WORK TO BE COMPLETED = Every line of the data below must be given again exactly.

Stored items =

══════════════════════════════

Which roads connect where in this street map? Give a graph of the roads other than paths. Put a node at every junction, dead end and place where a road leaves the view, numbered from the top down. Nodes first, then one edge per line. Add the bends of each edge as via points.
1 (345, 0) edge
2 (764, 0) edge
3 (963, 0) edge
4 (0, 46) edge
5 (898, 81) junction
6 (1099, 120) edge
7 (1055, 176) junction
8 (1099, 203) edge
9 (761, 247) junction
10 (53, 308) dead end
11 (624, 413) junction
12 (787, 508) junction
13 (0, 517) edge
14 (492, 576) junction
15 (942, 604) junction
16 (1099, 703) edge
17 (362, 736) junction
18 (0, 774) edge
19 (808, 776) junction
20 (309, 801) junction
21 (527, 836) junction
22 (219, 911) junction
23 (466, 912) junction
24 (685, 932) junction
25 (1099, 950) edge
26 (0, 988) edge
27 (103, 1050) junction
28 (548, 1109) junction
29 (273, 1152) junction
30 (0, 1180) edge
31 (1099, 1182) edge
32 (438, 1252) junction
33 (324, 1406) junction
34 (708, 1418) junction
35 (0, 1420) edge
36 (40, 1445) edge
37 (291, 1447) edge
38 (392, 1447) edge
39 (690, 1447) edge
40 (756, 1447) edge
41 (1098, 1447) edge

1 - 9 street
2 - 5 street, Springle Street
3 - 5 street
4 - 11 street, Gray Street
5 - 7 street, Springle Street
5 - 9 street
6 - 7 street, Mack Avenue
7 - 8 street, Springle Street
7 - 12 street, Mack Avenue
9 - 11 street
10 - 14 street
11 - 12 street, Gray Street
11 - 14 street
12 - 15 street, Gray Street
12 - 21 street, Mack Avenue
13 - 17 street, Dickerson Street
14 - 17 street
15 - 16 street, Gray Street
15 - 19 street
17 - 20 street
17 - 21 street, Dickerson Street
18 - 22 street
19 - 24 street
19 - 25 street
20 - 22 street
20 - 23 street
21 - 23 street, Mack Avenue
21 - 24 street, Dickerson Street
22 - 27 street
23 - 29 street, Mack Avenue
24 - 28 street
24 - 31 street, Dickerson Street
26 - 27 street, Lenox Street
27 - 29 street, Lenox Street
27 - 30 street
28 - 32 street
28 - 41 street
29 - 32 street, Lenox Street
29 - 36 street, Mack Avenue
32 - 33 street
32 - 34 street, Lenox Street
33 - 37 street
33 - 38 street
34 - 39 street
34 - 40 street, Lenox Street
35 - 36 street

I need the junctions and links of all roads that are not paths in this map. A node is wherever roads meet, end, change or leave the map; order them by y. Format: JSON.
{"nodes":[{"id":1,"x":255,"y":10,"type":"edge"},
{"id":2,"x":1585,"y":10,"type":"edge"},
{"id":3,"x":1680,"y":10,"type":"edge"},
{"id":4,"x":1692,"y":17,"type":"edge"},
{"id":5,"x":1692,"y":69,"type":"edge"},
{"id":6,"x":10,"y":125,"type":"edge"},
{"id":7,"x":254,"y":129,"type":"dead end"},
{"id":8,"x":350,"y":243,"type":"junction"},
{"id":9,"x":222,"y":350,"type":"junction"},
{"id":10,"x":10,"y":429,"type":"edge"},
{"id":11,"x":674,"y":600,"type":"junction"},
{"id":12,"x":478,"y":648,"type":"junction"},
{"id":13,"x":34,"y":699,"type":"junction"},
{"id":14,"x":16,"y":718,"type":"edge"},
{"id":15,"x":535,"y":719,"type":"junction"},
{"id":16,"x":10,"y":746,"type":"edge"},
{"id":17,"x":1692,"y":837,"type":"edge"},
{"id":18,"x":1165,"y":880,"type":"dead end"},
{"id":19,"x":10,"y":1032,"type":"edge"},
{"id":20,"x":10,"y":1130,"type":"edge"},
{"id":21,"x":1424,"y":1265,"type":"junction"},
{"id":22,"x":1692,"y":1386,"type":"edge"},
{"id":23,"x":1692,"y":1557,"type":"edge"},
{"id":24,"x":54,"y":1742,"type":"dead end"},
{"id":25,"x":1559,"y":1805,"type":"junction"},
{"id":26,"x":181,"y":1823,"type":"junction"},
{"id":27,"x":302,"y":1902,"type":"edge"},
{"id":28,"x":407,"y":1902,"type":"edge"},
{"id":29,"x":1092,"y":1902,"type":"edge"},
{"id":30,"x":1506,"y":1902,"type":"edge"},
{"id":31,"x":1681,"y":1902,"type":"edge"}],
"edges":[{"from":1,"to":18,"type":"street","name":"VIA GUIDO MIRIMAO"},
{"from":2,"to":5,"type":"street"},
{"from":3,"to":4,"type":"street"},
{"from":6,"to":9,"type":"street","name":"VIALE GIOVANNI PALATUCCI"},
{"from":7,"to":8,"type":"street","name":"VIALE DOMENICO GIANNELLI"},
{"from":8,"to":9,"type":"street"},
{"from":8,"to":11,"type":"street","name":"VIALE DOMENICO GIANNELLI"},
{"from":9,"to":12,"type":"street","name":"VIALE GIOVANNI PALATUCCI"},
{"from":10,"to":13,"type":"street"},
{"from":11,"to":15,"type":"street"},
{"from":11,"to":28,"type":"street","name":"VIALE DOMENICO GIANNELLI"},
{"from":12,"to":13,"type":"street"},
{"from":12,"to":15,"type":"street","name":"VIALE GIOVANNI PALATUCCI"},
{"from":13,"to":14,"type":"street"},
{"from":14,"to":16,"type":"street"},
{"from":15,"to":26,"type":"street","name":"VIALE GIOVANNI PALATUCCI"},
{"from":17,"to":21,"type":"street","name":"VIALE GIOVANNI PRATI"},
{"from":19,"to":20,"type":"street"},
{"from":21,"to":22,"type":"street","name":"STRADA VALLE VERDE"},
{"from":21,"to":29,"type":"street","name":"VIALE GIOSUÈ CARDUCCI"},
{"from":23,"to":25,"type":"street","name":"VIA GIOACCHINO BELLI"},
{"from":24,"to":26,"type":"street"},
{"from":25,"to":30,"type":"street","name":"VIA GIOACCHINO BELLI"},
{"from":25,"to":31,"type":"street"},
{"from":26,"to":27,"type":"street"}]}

══════════════════════════════

SOLUTION TO THIS TASK =
Which roads connect where in this street map? Give a graph of the roads other than paths. Put a node at every junction, dead end and place where a road leaves the view, numbered from the top down. Nodes first, then one edge per line. Add the bends of each edge as via points.
1 (345, 0) edge
2 (764, 0) edge
3 (963, 0) edge
4 (0, 46) edge
5 (898, 81) junction
6 (1099, 120) edge
7 (1055, 176) junction
8 (1099, 203) edge
9 (761, 247) junction
10 (53, 308) dead end
11 (624, 413) junction
12 (787, 508) junction
13 (0, 517) edge
14 (492, 576) junction
15 (942, 604) junction
16 (1099, 703) edge
17 (362, 736) junction
18 (0, 774) edge
19 (808, 776) junction
20 (309, 801) junction
21 (527, 836) junction
22 (219, 911) junction
23 (466, 912) junction
24 (685, 932) junction
25 (1099, 950) edge
26 (0, 988) edge
27 (103, 1050) junction
28 (548, 1109) junction
29 (273, 1152) junction
30 (0, 1180) edge
31 (1099, 1182) edge
32 (438, 1252) junction
33 (324, 1406) junction
34 (708, 1418) junction
35 (0, 1420) edge
36 (40, 1445) edge
37 (291, 1447) edge
38 (392, 1447) edge
39 (690, 1447) edge
40 (756, 1447) edge
41 (1098, 1447) edge

1 - 9 street
2 - 5 street, Springle Street
3 - 5 street
4 - 11 street, Gray Street
5 - 7 street, Springle Street
5 - 9 street
6 - 7 street, Mack Avenue
7 - 8 street, Springle Street
7 - 12 street, Mack Avenue
9 - 11 street
10 - 14 street
11 - 12 street, Gray Street
11 - 14 street
12 - 15 street, Gray Street
12 - 21 street, Mack Avenue
13 - 17 street, Dickerson Street
14 - 17 street
15 - 16 street, Gray Street
15 - 19 street
17 - 20 street
17 - 21 street, Dickerson Street
18 - 22 street
19 - 24 street
19 - 25 street
20 - 22 street
20 - 23 street
21 - 23 street, Mack Avenue
21 - 24 street, Dickerson Street
22 - 27 street
23 - 29 street, Mack Avenue
24 - 28 street
24 - 31 street, Dickerson Street
26 - 27 street, Lenox Street
27 - 29 street, Lenox Street
27 - 30 street
28 - 32 street
28 - 41 street
29 - 32 street, Lenox Street
29 - 36 street, Mack Avenue
32 - 33 street
32 - 34 street, Lenox Street
33 - 37 street
33 - 38 street
34 - 39 street
34 - 40 street, Lenox Street
35 - 36 street

I need the junctions and links of all roads that are not paths in this map. A node is wherever roads meet, end, change or leave the map; order them by y. Format: JSON.
{"nodes":[{"id":1,"x":255,"y":10,"type":"edge"},
{"id":2,"x":1585,"y":10,"type":"edge"},
{"id":3,"x":1680,"y":10,"type":"edge"},
{"id":4,"x":1692,"y":17,"type":"edge"},
{"id":5,"x":1692,"y":69,"type":"edge"},
{"id":6,"x":10,"y":125,"type":"edge"},
{"id":7,"x":254,"y":129,"type":"dead end"},
{"id":8,"x":350,"y":243,"type":"junction"},
{"id":9,"x":222,"y":350,"type":"junction"},
{"id":10,"x":10,"y":429,"type":"edge"},
{"id":11,"x":674,"y":600,"type":"junction"},
{"id":12,"x":478,"y":648,"type":"junction"},
{"id":13,"x":34,"y":699,"type":"junction"},
{"id":14,"x":16,"y":718,"type":"edge"},
{"id":15,"x":535,"y":719,"type":"junction"},
{"id":16,"x":10,"y":746,"type":"edge"},
{"id":17,"x":1692,"y":837,"type":"edge"},
{"id":18,"x":1165,"y":880,"type":"dead end"},
{"id":19,"x":10,"y":1032,"type":"edge"},
{"id":20,"x":10,"y":1130,"type":"edge"},
{"id":21,"x":1424,"y":1265,"type":"junction"},
{"id":22,"x":1692,"y":1386,"type":"edge"},
{"id":23,"x":1692,"y":1557,"type":"edge"},
{"id":24,"x":54,"y":1742,"type":"dead end"},
{"id":25,"x":1559,"y":1805,"type":"junction"},
{"id":26,"x":181,"y":1823,"type":"junction"},
{"id":27,"x":302,"y":1902,"type":"edge"},
{"id":28,"x":407,"y":1902,"type":"edge"},
{"id":29,"x":1092,"y":1902,"type":"edge"},
{"id":30,"x":1506,"y":1902,"type":"edge"},
{"id":31,"x":1681,"y":1902,"type":"edge"}],
"edges":[{"from":1,"to":18,"type":"street","name":"VIA GUIDO MIRIMAO"},
{"from":2,"to":5,"type":"street"},
{"from":3,"to":4,"type":"street"},
{"from":6,"to":9,"type":"street","name":"VIALE GIOVANNI PALATUCCI"},
{"from":7,"to":8,"type":"street","name":"VIALE DOMENICO GIANNELLI"},
{"from":8,"to":9,"type":"street"},
{"from":8,"to":11,"type":"street","name":"VIALE DOMENICO GIANNELLI"},
{"from":9,"to":12,"type":"street","name":"VIALE GIOVANNI PALATUCCI"},
{"from":10,"to":13,"type":"street"},
{"from":11,"to":15,"type":"street"},
{"from":11,"to":28,"type":"street","name":"VIALE DOMENICO GIANNELLI"},
{"from":12,"to":13,"type":"street"},
{"from":12,"to":15,"type":"street","name":"VIALE GIOVANNI PALATUCCI"},
{"from":13,"to":14,"type":"street"},
{"from":14,"to":16,"type":"street"},
{"from":15,"to":26,"type":"street","name":"VIALE GIOVANNI PALATUCCI"},
{"from":17,"to":21,"type":"street","name":"VIALE GIOVANNI PRATI"},
{"from":19,"to":20,"type":"street"},
{"from":21,"to":22,"type":"street","name":"STRADA VALLE VERDE"},
{"from":21,"to":29,"type":"street","name":"VIALE GIOSUÈ CARDUCCI"},
{"from":23,"to":25,"type":"street","name":"VIA GIOACCHINO BELLI"},
{"from":24,"to":26,"type":"street"},
{"from":25,"to":30,"type":"street","name":"VIA GIOACCHINO BELLI"},
{"from":25,"to":31,"type":"street"},
{"from":26,"to":27,"type":"street"}]}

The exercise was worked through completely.